DNA end configurations dictate synaptic complex formation during NHEJ-mediated end bridging
摘要
Synapsis, the physical bridging of two broken DNA ends, is a critical step in non-homologous DNA end joining (NHEJ), the primary pathway for repairing DNA double-strand breaks (DSBs) in vertebrates. While NHEJ synapsis has been well characterized using blunt-ended DNA, how diverse DNA end configurations influence synaptic complex formation remains much less clear. Here, using single-molecule FRET, we show that end configurations play a decisive role in synapsis pathway choice, with end pairing compensating for XLF in facilitating synaptic complex transitions.

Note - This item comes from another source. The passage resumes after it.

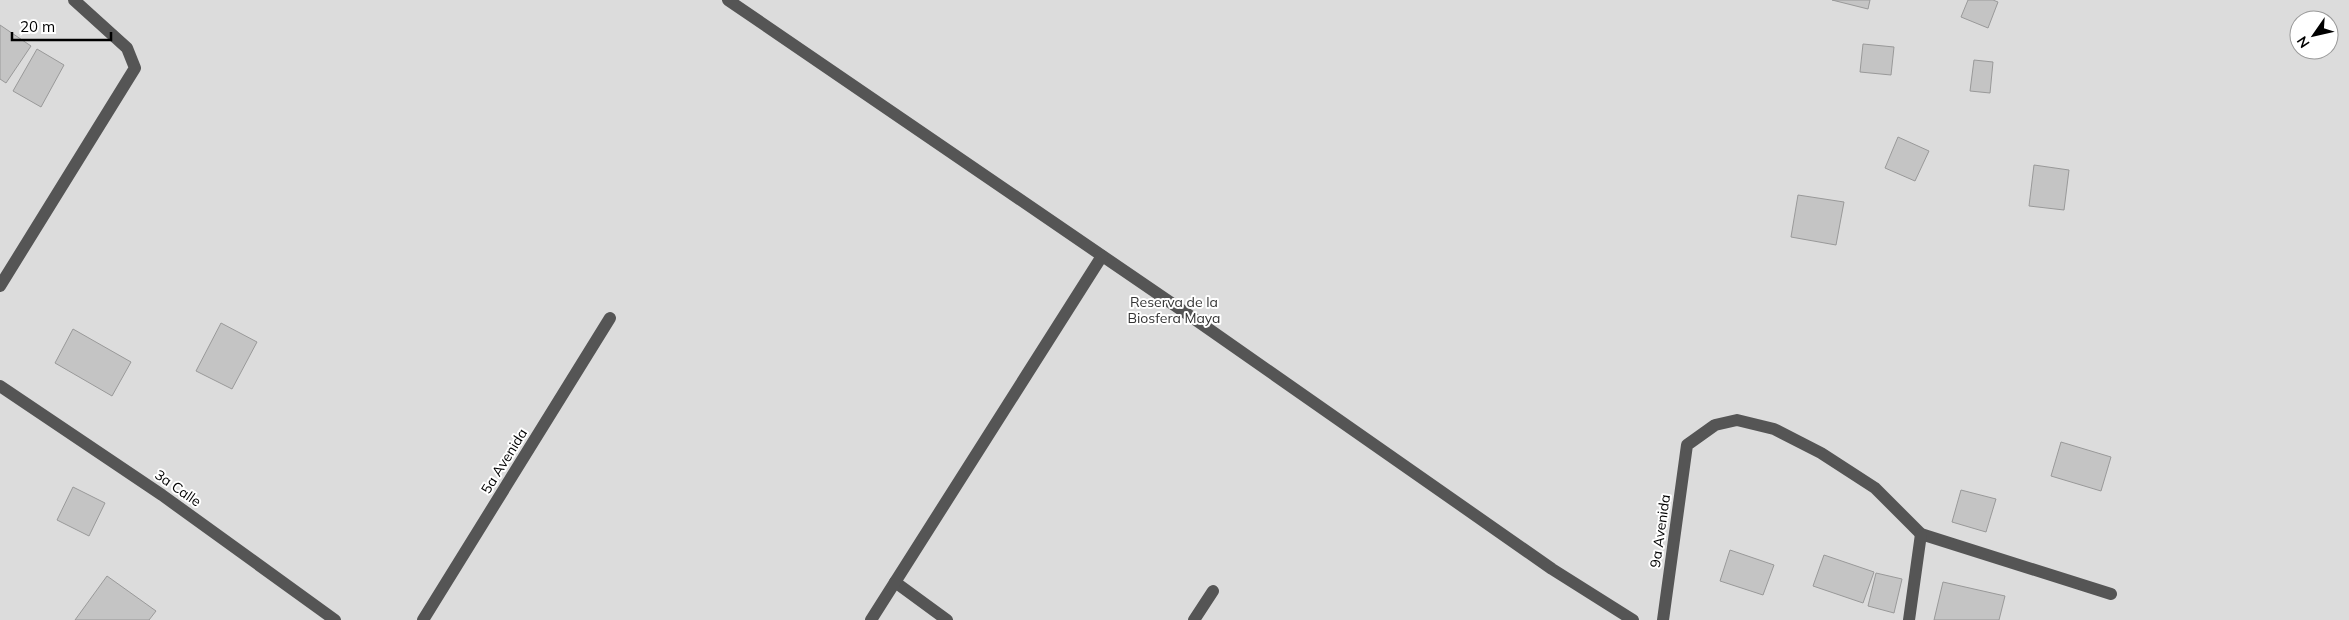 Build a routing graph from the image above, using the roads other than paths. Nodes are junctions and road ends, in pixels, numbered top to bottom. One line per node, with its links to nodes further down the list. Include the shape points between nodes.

Notably, 3-nucleotide (nt) microhomology at DNA ends significantly enhances close synaptic (CS) complex formation mediated by Ku70-Ku80 (Ku) and XRCC4-Ligase IV (X4L4), even in the absence of XLF. Although XLF is nonessential for synapsis with 3-nt microhomology, it further promotes CS formation when present. The FRET analysis reveals that the single-stranded and double-stranded junctions of the DNA ends are in close contact within the primary CS complex, while the overhangs flip out of the duplex, potentially stabilizing the complex. These findings underscore the pivotal role of DNA end configurations in regulating synapsis and their broader implications for NHEJ repair efficiency and fidelity.